Ovary: Oral Abstract: Outcome of bowel resection in women with advanced ovarian carcinoma
This article was originally published by Wolters Kluwer - Medknow and was migrated to Scientific Scholar after the change of Publisher.
To evaluate the mortality and morbidity related to bowel resection in women with advanced ovarian carcinoma.
Retrospective case series of 47 women with stage III and IV carcinoma ovary who underwent bowel resection, over the period of 5 years from Jan 2011 to Dec 2015. The disease free survival was assessed and the prognostic factors for disease free survival was also analysed by bivariate analysis.
In this cohort 64% (30/47) had primary debulking, 21% (10/47) had interval debulking and 15% (7/47) had secondary debulking.
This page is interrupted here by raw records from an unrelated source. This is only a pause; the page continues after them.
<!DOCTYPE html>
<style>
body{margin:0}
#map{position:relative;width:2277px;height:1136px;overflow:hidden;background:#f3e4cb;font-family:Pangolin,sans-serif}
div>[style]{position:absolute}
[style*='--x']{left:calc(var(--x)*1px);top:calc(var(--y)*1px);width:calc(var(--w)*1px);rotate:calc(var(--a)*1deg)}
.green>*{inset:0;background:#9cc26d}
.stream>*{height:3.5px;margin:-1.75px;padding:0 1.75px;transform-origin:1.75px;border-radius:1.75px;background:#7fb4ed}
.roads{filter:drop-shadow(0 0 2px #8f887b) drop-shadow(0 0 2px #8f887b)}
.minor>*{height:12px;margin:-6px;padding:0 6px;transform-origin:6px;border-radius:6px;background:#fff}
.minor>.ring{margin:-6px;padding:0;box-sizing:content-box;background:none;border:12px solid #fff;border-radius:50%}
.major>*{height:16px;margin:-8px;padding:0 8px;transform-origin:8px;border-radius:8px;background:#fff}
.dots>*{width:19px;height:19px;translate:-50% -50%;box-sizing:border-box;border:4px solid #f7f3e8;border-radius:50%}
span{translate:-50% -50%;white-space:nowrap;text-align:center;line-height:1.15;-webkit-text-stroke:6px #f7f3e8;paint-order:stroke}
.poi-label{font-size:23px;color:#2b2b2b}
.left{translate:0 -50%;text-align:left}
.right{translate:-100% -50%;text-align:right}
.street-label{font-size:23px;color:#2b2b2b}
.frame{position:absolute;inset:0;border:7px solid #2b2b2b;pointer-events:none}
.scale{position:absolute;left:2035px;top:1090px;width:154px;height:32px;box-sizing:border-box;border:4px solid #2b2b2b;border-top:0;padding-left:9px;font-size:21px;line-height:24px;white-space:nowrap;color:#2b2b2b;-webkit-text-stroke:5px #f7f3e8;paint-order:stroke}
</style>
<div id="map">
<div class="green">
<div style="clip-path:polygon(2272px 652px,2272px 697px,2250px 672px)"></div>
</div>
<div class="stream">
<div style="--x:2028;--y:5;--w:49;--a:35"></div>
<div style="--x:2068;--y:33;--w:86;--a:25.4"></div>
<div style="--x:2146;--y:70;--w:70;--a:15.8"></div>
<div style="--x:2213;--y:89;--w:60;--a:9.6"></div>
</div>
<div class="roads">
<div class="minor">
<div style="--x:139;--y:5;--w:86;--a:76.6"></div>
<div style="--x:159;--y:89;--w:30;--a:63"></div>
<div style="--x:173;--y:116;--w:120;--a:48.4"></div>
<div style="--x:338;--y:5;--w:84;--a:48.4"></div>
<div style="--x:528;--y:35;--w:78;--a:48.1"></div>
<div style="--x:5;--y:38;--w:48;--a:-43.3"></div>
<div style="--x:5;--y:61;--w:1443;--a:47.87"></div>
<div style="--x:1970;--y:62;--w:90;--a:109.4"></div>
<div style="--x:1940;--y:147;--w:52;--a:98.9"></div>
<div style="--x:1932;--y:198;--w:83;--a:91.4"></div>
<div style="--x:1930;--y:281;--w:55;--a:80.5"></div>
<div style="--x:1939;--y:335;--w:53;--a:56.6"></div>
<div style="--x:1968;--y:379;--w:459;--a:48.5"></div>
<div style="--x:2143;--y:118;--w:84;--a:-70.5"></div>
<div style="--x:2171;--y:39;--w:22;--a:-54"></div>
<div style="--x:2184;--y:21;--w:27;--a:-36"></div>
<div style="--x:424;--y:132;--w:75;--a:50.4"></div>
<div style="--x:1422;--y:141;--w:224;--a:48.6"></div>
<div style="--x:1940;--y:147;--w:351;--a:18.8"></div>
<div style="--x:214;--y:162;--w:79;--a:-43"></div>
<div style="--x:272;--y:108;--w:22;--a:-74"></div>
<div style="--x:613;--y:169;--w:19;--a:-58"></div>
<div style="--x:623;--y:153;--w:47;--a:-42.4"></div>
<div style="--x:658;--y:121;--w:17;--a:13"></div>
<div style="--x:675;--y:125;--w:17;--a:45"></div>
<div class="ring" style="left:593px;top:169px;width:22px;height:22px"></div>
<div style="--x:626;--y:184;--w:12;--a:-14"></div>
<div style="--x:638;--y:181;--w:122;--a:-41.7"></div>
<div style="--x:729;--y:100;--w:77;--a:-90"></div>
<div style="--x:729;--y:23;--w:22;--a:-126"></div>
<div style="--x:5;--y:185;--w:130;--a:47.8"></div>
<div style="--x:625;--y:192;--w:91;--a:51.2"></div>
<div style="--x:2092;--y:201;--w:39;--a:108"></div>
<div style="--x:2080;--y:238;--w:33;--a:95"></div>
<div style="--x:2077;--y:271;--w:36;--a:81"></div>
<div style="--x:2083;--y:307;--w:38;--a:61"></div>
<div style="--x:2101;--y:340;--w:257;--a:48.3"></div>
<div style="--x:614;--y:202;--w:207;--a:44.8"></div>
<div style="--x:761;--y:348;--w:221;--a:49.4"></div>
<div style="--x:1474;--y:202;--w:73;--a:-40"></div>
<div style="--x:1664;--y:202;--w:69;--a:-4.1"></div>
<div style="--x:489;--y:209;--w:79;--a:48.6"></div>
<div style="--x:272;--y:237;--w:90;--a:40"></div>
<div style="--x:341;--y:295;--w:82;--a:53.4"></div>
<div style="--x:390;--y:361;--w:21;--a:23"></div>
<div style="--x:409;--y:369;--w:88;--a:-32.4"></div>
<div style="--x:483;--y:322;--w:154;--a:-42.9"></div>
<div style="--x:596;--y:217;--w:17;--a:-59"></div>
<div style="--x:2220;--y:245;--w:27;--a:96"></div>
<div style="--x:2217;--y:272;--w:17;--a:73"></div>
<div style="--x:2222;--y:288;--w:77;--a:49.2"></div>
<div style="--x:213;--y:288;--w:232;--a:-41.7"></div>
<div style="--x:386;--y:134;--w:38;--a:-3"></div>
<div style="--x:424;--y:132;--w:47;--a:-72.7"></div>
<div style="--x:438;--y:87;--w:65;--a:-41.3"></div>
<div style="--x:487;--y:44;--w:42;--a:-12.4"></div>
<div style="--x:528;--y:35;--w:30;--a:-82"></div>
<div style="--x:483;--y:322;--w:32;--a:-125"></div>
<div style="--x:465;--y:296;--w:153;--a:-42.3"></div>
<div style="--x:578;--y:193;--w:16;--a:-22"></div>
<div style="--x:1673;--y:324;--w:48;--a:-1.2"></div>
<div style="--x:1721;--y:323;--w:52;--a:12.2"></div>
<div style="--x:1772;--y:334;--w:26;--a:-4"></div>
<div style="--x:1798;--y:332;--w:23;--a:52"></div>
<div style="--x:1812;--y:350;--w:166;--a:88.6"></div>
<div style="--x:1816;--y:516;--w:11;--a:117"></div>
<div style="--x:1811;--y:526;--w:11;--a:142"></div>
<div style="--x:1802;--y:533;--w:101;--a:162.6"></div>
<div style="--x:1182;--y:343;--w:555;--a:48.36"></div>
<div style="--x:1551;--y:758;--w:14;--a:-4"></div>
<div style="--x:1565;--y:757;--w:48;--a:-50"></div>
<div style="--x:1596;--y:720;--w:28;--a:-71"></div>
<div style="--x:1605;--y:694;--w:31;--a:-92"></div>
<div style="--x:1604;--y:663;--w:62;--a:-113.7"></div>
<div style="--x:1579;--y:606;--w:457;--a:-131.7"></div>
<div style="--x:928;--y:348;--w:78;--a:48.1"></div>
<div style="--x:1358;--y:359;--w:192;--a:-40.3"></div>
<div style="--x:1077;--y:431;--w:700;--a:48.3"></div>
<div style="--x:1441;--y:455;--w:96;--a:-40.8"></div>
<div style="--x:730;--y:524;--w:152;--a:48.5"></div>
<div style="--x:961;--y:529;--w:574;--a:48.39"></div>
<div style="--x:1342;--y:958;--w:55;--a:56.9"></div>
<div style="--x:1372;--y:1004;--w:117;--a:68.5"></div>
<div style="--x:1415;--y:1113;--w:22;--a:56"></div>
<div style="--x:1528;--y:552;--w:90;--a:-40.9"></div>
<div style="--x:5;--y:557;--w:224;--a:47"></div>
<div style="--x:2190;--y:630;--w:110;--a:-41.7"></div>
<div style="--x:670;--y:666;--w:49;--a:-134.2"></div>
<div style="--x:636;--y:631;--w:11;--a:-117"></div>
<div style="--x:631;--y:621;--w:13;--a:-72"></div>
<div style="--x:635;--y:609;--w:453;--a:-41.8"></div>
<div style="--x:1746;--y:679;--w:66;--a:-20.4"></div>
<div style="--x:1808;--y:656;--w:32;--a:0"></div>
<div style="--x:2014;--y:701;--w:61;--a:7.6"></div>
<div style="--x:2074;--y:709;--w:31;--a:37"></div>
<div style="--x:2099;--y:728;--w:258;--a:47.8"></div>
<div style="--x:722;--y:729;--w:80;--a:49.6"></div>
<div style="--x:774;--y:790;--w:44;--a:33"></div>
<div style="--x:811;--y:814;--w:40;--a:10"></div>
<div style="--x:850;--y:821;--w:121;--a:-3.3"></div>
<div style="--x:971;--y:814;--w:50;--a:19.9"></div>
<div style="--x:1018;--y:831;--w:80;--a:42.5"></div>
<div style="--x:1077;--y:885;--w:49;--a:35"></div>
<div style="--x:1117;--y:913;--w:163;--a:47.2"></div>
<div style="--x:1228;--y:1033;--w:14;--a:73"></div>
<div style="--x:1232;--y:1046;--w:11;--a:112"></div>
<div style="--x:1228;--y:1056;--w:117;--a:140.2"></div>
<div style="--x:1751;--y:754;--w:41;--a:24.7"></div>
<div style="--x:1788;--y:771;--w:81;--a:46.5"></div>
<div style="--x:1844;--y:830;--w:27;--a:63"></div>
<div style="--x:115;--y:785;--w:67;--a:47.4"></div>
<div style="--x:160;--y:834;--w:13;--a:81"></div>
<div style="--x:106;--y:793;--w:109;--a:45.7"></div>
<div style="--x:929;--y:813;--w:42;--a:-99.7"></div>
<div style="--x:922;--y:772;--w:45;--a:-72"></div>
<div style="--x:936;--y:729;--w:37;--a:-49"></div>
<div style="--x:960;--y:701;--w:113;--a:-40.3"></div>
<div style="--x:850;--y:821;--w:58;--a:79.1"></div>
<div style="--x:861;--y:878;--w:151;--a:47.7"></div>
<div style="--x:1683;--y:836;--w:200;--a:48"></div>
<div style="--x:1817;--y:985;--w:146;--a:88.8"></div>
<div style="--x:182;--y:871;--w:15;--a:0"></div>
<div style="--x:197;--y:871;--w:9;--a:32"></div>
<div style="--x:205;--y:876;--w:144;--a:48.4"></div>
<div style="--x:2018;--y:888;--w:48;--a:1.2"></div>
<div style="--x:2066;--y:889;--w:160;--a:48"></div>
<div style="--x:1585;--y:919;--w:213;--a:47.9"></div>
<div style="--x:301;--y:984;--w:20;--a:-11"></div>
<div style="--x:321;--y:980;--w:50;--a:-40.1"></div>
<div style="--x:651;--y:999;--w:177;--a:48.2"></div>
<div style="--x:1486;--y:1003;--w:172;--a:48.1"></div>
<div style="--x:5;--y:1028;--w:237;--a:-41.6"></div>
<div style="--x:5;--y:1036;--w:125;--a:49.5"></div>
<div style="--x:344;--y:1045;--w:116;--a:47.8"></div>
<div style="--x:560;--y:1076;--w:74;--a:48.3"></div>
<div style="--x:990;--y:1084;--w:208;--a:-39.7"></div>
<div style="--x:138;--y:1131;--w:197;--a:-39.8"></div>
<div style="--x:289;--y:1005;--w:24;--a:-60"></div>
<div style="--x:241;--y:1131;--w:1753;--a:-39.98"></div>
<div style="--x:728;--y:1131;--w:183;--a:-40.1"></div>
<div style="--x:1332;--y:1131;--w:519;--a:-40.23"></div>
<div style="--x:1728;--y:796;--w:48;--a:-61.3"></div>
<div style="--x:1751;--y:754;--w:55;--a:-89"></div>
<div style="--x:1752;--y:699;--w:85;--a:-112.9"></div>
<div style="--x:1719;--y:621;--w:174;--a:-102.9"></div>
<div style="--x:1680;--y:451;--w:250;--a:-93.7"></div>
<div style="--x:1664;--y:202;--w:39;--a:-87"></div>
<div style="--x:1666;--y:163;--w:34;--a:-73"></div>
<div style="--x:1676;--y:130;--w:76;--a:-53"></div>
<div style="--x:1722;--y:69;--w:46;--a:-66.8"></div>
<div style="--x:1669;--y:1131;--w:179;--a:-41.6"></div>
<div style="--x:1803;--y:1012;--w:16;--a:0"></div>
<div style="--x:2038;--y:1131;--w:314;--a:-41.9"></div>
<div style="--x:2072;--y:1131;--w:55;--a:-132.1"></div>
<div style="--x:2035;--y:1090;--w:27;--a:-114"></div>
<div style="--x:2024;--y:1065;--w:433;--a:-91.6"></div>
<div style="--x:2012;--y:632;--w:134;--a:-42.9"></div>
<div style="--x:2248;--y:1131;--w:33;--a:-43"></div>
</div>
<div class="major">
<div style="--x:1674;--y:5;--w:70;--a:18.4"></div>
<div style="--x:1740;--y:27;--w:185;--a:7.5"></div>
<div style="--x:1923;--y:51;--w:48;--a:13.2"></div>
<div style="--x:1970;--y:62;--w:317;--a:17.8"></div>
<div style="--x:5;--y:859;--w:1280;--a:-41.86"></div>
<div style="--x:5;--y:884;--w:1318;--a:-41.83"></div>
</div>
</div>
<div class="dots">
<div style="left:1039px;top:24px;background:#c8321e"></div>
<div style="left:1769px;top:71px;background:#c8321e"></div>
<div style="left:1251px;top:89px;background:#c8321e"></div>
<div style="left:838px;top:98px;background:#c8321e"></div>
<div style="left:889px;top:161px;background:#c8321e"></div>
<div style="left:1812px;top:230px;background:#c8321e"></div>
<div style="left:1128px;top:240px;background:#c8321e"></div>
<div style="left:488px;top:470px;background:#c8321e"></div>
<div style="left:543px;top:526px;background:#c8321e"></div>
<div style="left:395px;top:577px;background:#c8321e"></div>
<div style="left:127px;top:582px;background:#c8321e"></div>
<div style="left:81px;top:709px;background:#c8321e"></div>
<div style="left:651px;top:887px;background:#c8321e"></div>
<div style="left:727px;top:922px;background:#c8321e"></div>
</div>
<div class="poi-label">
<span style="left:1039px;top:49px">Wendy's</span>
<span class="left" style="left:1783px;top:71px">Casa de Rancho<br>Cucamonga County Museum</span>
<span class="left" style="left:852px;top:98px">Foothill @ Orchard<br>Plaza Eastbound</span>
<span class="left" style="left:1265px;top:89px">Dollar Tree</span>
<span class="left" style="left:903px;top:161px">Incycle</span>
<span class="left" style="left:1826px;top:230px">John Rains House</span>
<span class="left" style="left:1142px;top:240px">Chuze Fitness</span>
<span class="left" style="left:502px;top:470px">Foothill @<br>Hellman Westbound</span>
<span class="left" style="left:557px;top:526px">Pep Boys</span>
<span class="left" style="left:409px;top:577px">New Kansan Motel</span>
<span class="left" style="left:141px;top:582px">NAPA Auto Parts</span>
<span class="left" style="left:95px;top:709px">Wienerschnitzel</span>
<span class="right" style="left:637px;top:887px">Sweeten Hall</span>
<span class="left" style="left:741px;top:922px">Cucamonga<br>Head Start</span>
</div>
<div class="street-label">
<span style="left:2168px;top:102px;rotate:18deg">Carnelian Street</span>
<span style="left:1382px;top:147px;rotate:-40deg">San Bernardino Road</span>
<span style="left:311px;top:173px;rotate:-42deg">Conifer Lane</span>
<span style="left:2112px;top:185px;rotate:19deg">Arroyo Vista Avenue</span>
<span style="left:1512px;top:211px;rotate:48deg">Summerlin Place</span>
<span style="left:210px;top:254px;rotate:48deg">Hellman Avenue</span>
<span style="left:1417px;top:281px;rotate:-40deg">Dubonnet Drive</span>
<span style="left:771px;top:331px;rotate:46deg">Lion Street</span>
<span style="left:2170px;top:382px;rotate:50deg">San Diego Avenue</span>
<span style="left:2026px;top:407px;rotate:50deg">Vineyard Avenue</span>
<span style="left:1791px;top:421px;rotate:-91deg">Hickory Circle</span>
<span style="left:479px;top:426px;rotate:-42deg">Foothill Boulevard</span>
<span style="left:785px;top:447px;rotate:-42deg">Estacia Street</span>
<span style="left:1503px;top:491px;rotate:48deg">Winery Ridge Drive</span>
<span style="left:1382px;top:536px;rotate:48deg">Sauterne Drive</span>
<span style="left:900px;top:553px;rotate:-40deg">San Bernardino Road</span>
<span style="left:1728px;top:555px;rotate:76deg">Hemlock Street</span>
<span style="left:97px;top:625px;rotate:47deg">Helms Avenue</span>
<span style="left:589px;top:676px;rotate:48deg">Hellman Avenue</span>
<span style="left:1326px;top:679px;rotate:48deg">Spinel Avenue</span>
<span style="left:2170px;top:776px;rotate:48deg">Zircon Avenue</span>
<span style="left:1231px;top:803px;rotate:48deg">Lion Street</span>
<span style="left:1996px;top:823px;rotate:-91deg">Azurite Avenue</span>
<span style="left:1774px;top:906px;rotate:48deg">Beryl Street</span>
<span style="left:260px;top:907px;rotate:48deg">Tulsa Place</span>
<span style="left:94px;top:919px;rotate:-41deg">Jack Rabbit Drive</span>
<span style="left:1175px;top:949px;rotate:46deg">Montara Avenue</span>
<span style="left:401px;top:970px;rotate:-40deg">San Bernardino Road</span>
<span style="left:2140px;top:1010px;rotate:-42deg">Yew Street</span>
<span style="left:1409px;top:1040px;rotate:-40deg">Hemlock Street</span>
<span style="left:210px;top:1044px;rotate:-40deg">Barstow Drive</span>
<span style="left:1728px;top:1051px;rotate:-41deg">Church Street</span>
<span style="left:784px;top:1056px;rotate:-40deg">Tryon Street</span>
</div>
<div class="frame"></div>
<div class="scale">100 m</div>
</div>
The mean period of follow up was 23 months (1 – 45 month). The mortality was 15% (7/47), while major morbidity like anastomotic leak were nil. The three variables considered for mortality were relaparotomy, paralytic ileus and surgical site infection. 6% (3/47) had relaparotomy, 21% (10/47) had paralytic iileus and 15% (7/47) had surgical site infection. The overall morbidity was 42.5% (20/47). A total 34% (16/47) of patients had stoma. 79% (37/47) patients had optimal debulking.
Bowel resection in optimally selected cases of advanced carcinoma ovary is a good option with limited mortality and morbidity. Often, bowel resection is the only way to achieve optimal debulking.